After replacing the resistors, the performance of both bulbs was restored. It remains only to fix the printed circuit board and the protective glass in the lamp housing.

When repairing LED lamps, I used liquid nails "Installation" moment to fix printed circuit boards and plastic parts. The glue is odorless, adheres well to the surfaces of any materials, remains plastic after drying, has sufficient heat resistance.

It is enough to take a small amount of glue on the end of a screwdriver and apply it to the places where the parts come into contact. After 15 minutes, the glue will already hold.

When gluing the printed circuit board, in order not to wait, holding the board in place, as the wires pushed it out, fixed the board additionally at several points with hot glue.

The LED lamp began to flash like a strobe

I had to repair a pair of LED lamps with drivers assembled on a microcircuit, the malfunction of which consisted in flashing light at a frequency of about one hertz, like in a strobe.

One instance of the LED lamp began to flash immediately after being turned on for the first few seconds and then the lamp began to glow normally.

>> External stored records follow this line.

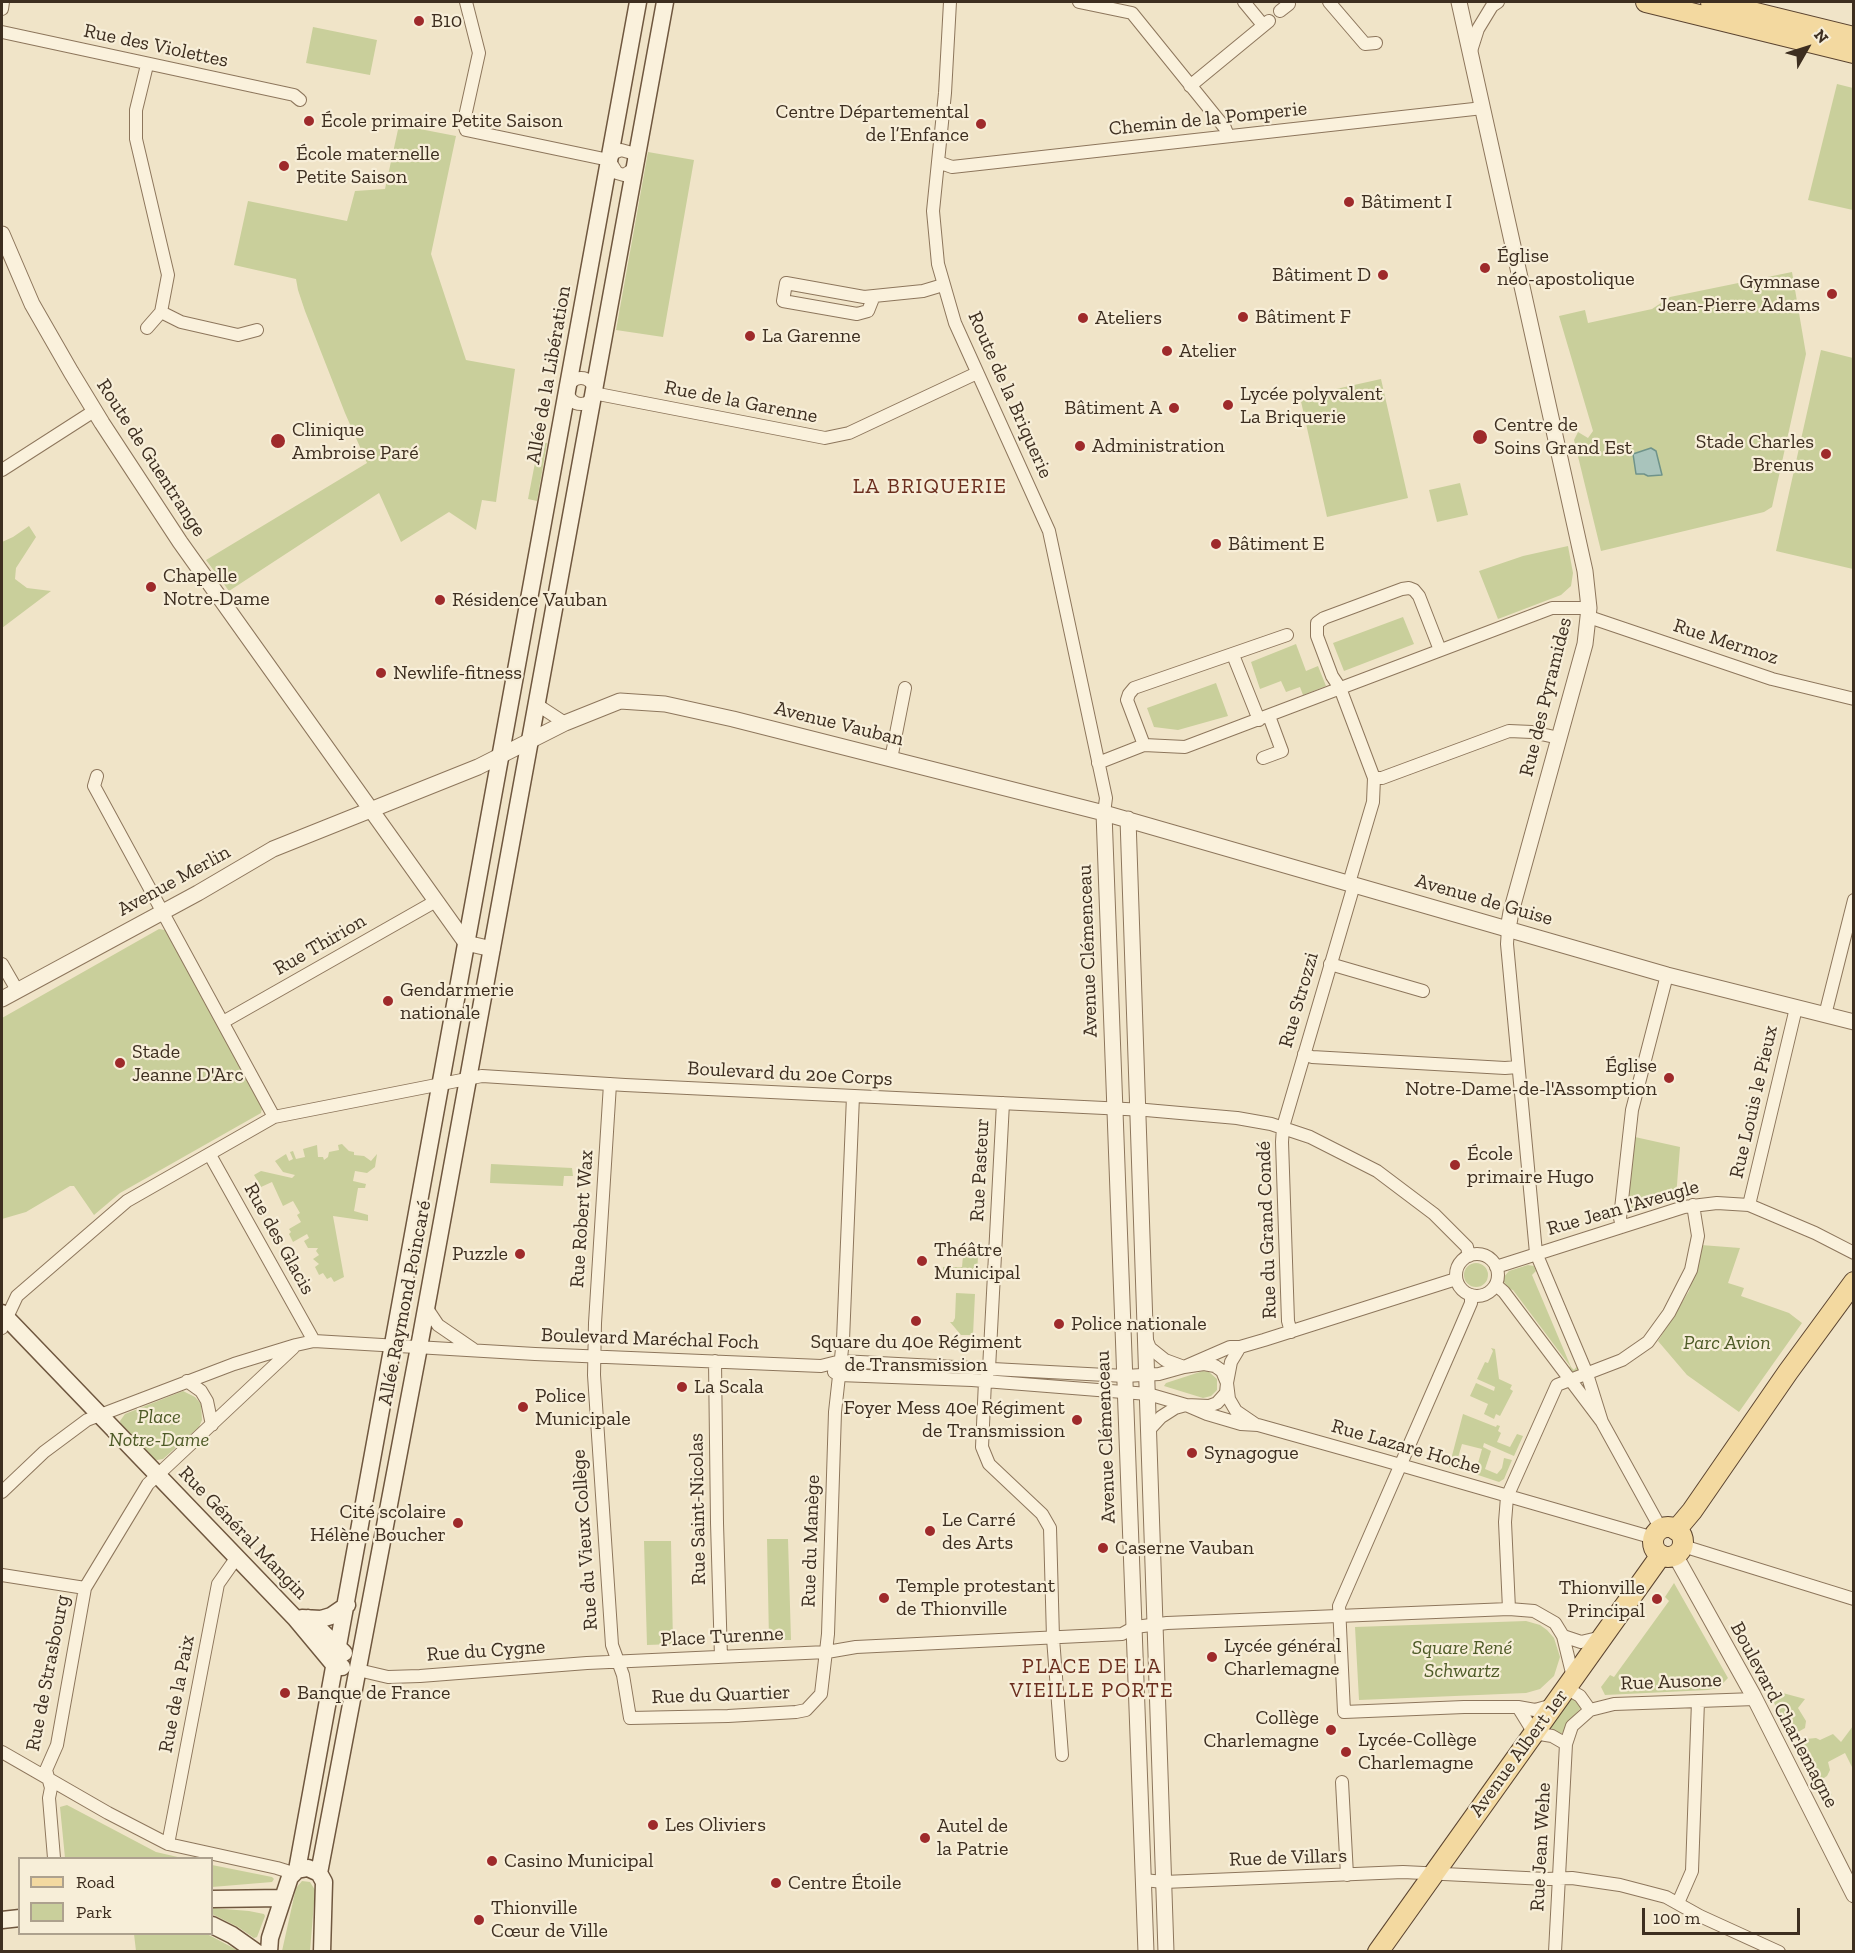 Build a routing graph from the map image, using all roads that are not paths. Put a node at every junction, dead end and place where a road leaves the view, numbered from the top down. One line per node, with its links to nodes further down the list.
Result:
1 (3, 2): 13 (street)
2 (466, 2): 24 (street)
3 (638, 2): 24 (main road, Allée de la Libération)
4 (665, 2): 26 (main road)
5 (950, 2): 25 (street, Route de la Briquerie)
6 (1079, 2): 20 (street)
7 (1244, 2): 20 (street)
8 (1329, 2): 16 (street)
9 (1459, 2): 17 (street, Rue des Pyramides)
10 (1498, 2): 17 (street)
11 (1646, 2): 18 (main road)
12 (1711, 2): 15 (main road)
13 (2, 9)
14 (2, 32): 19 (street, Rue des Violettes)
15 (1854, 37)
16 (1376, 43)
17 (1470, 51): 22 (street, Rue des Pyramides)
18 (1854, 53)
19 (147, 65): 21 (street, Rue des Violettes); 30 (street)
20 (1190, 86): 23 (street)
21 (300, 100)
22 (1483, 108): 23 (street, Chemin de la Pomperie); 38 (street, Rue des Pyramides)
23 (1228, 136): 25 (street, Chemin de la Pomperie)
24 (609, 160): 26 (street); 26 (street); 34 (main road, Allée de la Libération)
25 (938, 162): 28 (street, Route de la Briquerie)
26 (635, 165): 35 (main road)
27 (2, 234): 36 (street, Route de Guentrange)
28 (943, 285): 29 (street); 33 (street, Route de la Briquerie)
29 (874, 296): 29 (street)
30 (161, 312): 31 (street); 32 (street)
31 (147, 328)
32 (257, 330)
33 (977, 374): 35 (street, Rue de la Garenne); 54 (street, Route de la Briquerie)
34 (568, 388): 35 (street); 51 (main road, Allée de la Libération)
35 (593, 393): 45 (main road)
36 (94, 411): 37 (street); 58 (street, Route de Guentrange)
37 (2, 470)
38 (1589, 612): 40 (street, Rue Mermoz); 44 (street, Rue Mermoz); 48 (street, Rue des Pyramides)
39 (1287, 635): 41 (street)
40 (1440, 650): 43 (street, Rue Mermoz); 43 (street)
41 (1233, 655): 46 (street); 50 (street)
42 (905, 688): 53 (street)
43 (1340, 688): 46 (street, Rue Mermoz); 56 (street)
44 (1854, 699)
45 (536, 705): 47 (street); 49 (main road)
46 (1264, 718): 50 (street, Rue Mermoz); 52 (street)
47 (565, 723): 49 (street, Avenue Vauban); 53 (street, Avenue Vauban)
48 (1559, 738): 56 (street); 64 (street, Rue des Pyramides)
49 (530, 741): 51 (street, Avenue Vauban); 66 (main road, Allée Raymond Poincaré)
50 (1144, 745): 54 (street)
51 (501, 755): 58 (street, Avenue Vauban); 65 (main road, Allée Raymond Poincaré)
52 (1263, 758)
53 (891, 759): 57 (street, Avenue Vauban)
54 (1098, 763): 57 (street, Route de la Briquerie)
55 (97, 776): 63 (street)
56 (1374, 778): 60 (street, Rue Strozzi)
57 (1105, 806): 59 (street, Avenue de Guise); 84 (street, Avenue Clémenceau)
58 (371, 810): 62 (street, Route de Guentrange); 63 (street, Avenue Merlin)
59 (1128, 819): 60 (street, Avenue de Guise); 85 (street)
60 (1351, 884): 64 (street, Avenue de Guise); 68 (street, Rue Strozzi)
61 (1854, 900): 74 (street)
62 (436, 901): 65 (street, Route de Guentrange); 76 (street, Rue Thirion)
63 (163, 912): 70 (street, Avenue Merlin); 76 (street)
64 (1508, 929): 69 (street, Avenue de Guise); 78 (street)
65 (466, 943): 66 (street); 80 (main road, Allée Raymond Poincaré)
66 (492, 949): 79 (main road, Allée Raymond Poincaré)
67 (2, 964): 70 (street)
68 (1330, 964): 71 (street); 77 (street, Rue Strozzi)
69 (1667, 975): 73 (street, Avenue de Guise); 91 (street)
70 (17, 990): 72 (street, Avenue Merlin)
71 (1423, 991)
72 (2, 999)
73 (1796, 1008): 74 (street, Avenue de Guise); 90 (street, Rue Louis le Pieux)
74 (1826, 1015): 75 (street, Avenue de Guise)
75 (1854, 1022)
76 (223, 1023): 86 (street)
77 (1304, 1054): 78 (street); 87 (street, Rue Strozzi)
78 (1518, 1067): 92 (street)
79 (468, 1078): 80 (street, Boulevard du 20e Corps); 81 (street, Boulevard du 20e Corps); 100 (main road, Allée Raymond Poincaré)
80 (441, 1083): 86 (street, Boulevard du 20e Corps); 106 (main road, Allée Raymond Poincaré)
81 (610, 1084): 82 (street, Boulevard du 20e Corps); 110 (street, Rue Robert Wax)
82 (853, 1096): 83 (street, Boulevard du 20e Corps); 112 (street, Rue du Manège)
83 (1003, 1103): 84 (street, Boulevard du 20e Corps); 115 (street, Rue Pasteur)
84 (1115, 1109): 85 (street, Boulevard du 20e Corps); 119 (street, Avenue Clémenceau)
85 (1138, 1110): 87 (street, Boulevard du 20e Corps); 103 (street)
86 (274, 1117): 88 (street, Boulevard du 20e Corps)
87 (1283, 1127): 94 (street, Boulevard du 20e Corps); 102 (street, Rue du Grand Condé)
88 (210, 1155): 101 (street, Boulevard du 20e Corps); 104 (street, Rue des Glacis)
89 (1693, 1205): 90 (street, Rue Jean l'Aveugle); 91 (street, Rue Jean l'Aveugle); 116 (street)
90 (1749, 1205): 93 (street, Rue Jean l'Aveugle)
91 (1622, 1227): 92 (street, Rue Jean l'Aveugle)
92 (1536, 1253): 95 (street, Rue Jean l'Aveugle); 116 (street)
93 (1854, 1254)
94 (1469, 1256): 95 (street); 96 (street)
95 (1496, 1267): 98 (street)
96 (1456, 1279): 99 (street); 102 (street)
97 (1854, 1282): 136 (main road, Avenue Albert 1er)
98 (1496, 1285): 99 (street); 120 (street)
99 (1471, 1296): 132 (street)
100 (426, 1307): 107 (main road, Allée Raymond Poincaré); 109 (street)
101 (3, 1320): 127 (main road, Rue Général Mangin)
102 (1291, 1332): 108 (street)
103 (1146, 1337): 114 (street); 118 (street)
104 (314, 1341): 105 (street); 106 (street)
105 (296, 1345): 121 (street); 129 (street)
106 (394, 1346): 107 (street, Boulevard Maréchal Foch); 141 (main road, Allée Raymond Poincaré)
107 (419, 1347): 109 (street, Boulevard Maréchal Foch); 155 (main road, Allée Raymond Poincaré)
108 (1240, 1347): 114 (street); 123 (street)
109 (474, 1350): 110 (street, Boulevard Maréchal Foch)
110 (594, 1357): 111 (street, Boulevard Maréchal Foch); 153 (street, Rue du Vieux Collège)
111 (715, 1361): 113 (street, Boulevard Maréchal Foch); 152 (street, Rue Saint-Nicolas)
112 (841, 1361): 113 (street, Boulevard Maréchal Foch); 115 (street, Boulevard Maréchal Foch); 117 (street, Rue du Manège)
113 (824, 1367): 117 (street, Boulevard Maréchal Foch)
114 (1184, 1367): 118 (street, Boulevard Maréchal Foch); 123 (street)
115 (989, 1369): 119 (street, Boulevard Maréchal Foch); 122 (street, Rue Pasteur)
116 (1587, 1374): 120 (street); 128 (street)
117 (839, 1375): 122 (street, Boulevard Maréchal Foch); 151 (street, Rue du Manège)
118 (1147, 1375): 119 (street, Boulevard Maréchal Foch); 125 (street)
119 (1125, 1376): 124 (street, Avenue Clémenceau)
120 (1570, 1380): 128 (street); 135 (street)
121 (187, 1381): 127 (street); 129 (street)
122 (985, 1381): 124 (street, Boulevard Maréchal Foch); 149 (street, Rue Pasteur)
123 (1227, 1383): 126 (street); 130 (street)
124 (1126, 1392): 125 (street, Boulevard Maréchal Foch); 146 (street, Avenue Clémenceau)
125 (1148, 1394): 126 (street, Rue Lazare Hoche); 131 (street)
126 (1186, 1405): 130 (street, Rue Lazare Hoche); 131 (street)
127 (100, 1414): 133 (main road, Rue Général Mangin); 134 (street)
128 (1602, 1422): 136 (street)
129 (212, 1425): 133 (street)
130 (1258, 1425): 132 (street, Rue Lazare Hoche)
131 (1149, 1430): 145 (street)
132 (1400, 1465): 135 (street, Rue Lazare Hoche); 143 (street)
133 (153, 1479): 137 (main road, Rue Général Mangin); 139 (street, Rue de Strasbourg)
134 (2, 1492)
135 (1507, 1497): 136 (street, Rue Lazare Hoche); 142 (street)
136 (1668, 1542): 140 (street, Rue Lazare Hoche); 148 (main road, Avenue Albert 1er); 157 (street, Boulevard Charlemagne)
137 (237, 1557): 144 (main road, Rue Général Mangin); 170 (street, Rue de la Paix)
138 (2, 1575): 139 (street)
139 (85, 1588): 168 (street, Rue de Strasbourg)
140 (1854, 1599)
141 (346, 1605): 144 (main road); 150 (main road, Allée Raymond Poincaré)
142 (1509, 1609): 143 (street); 147 (street)
143 (1340, 1615): 145 (street, Place Turenne); 161 (street)
144 (302, 1618): 150 (main road); 154 (main road, Rue Général Mangin)
145 (1156, 1625): 146 (street, Place Turenne); 178 (street)
146 (1134, 1628): 149 (street, Place Turenne); 177 (street, Avenue Clémenceau)
147 (1563, 1636): 148 (street); 156 (street)
148 (1602, 1637): 156 (main road, Avenue Albert 1er)
149 (1053, 1638): 151 (street, Place Turenne); 167 (street)
150 (338, 1647): 154 (main road, Allée Raymond Poincaré); 155 (main road)
151 (827, 1652): 152 (street, Place Turenne); 160 (street, Rue du Manège)
152 (721, 1657): 153 (street, Place Turenne)
153 (618, 1662): 155 (street, Rue du Cygne); 163 (street, Rue du Vieux Collège)
154 (335, 1666): 155 (main road); 172 (main road, Allée Raymond Poincaré)
155 (357, 1670): 173 (main road, Allée Raymond Poincaré)
156 (1570, 1682): 159 (main road, Avenue Albert 1er); 162 (street)
157 (1755, 1699): 158 (street, Rue Ausone); 179 (street, Boulevard Charlemagne)
158 (1698, 1701): 162 (street, Rue Ausone); 182 (street)
159 (1553, 1705): 161 (street); 164 (main road, Avenue Albert 1er)
160 (812, 1706): 163 (street, Rue du Quartier)
161 (1518, 1707): 164 (street)
162 (1590, 1710): 165 (street)
163 (630, 1718)
164 (1534, 1733): 165 (street); 174 (main road, Avenue Albert 1er)
165 (1566, 1744): 176 (street, Rue Jean Wehe)
166 (2, 1752): 168 (street)
167 (1062, 1755)
168 (48, 1779): 170 (street); 171 (street, Rue de Strasbourg)
169 (1342, 1782): 175 (street)
170 (168, 1844): 172 (street)
171 (54, 1857)
172 (295, 1872): 173 (main road); 180 (main road, Allée Raymond Poincaré)
173 (319, 1873): 186 (main road, Allée Raymond Poincaré)
174 (1434, 1873): 175 (street, Rue de Villars); 176 (street, Rue de Villars); 191 (main road, Avenue Albert 1er)
175 (1347, 1875): 178 (street, Rue de Villars)
176 (1559, 1878): 182 (street, Rue de Villars); 192 (street, Rue Jean Wehe)
177 (1143, 1880): 178 (street, Rue de Villars); 189 (street, Avenue Clémenceau)
178 (1164, 1882): 190 (street)
179 (1854, 1896)
180 (283, 1898): 181 (main road); 188 (main road, Allée Raymond Poincaré)
181 (213, 1899)
182 (1678, 1903): 193 (street, Rue de Villars)
183 (18, 1918): 184 (main road)
184 (2, 1920)
185 (213, 1926): 187 (main road)
186 (324, 1951)
187 (256, 1952)
188 (269, 1952)
189 (1146, 1952)
190 (1166, 1952)
191 (1378, 1952)
192 (1555, 1952)
193 (1779, 1952)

Over time, the duration of the lamp flashing after switching on began to increase, and the lamp began to flash continuously. The second copy of the LED lamp began to flash continuously all of a sudden.

After disassembling the lamps, it turned out that the electrolytic capacitors installed immediately after the rectifier bridges failed in the drivers. It was easy to determine the malfunction, since the capacitor cases were swollen. But even if the capacitor looks without external defects in appearance, it is still necessary to start repairing the LED light bulb with a stroboscopic effect by replacing it.

After replacing the electrolytic capacitors with serviceable ones, the stroboscopic effect disappeared and the lamps began to shine normally.

Online calculators for determining the value of resistors
by color coding

When repairing LED lamps, it becomes necessary to determine the value of the resistor. According to the standard, the marking of modern resistors is carried out by applying colored rings to their cases. 4 colored rings are applied to simple resistors, and 5 to high-precision resistors.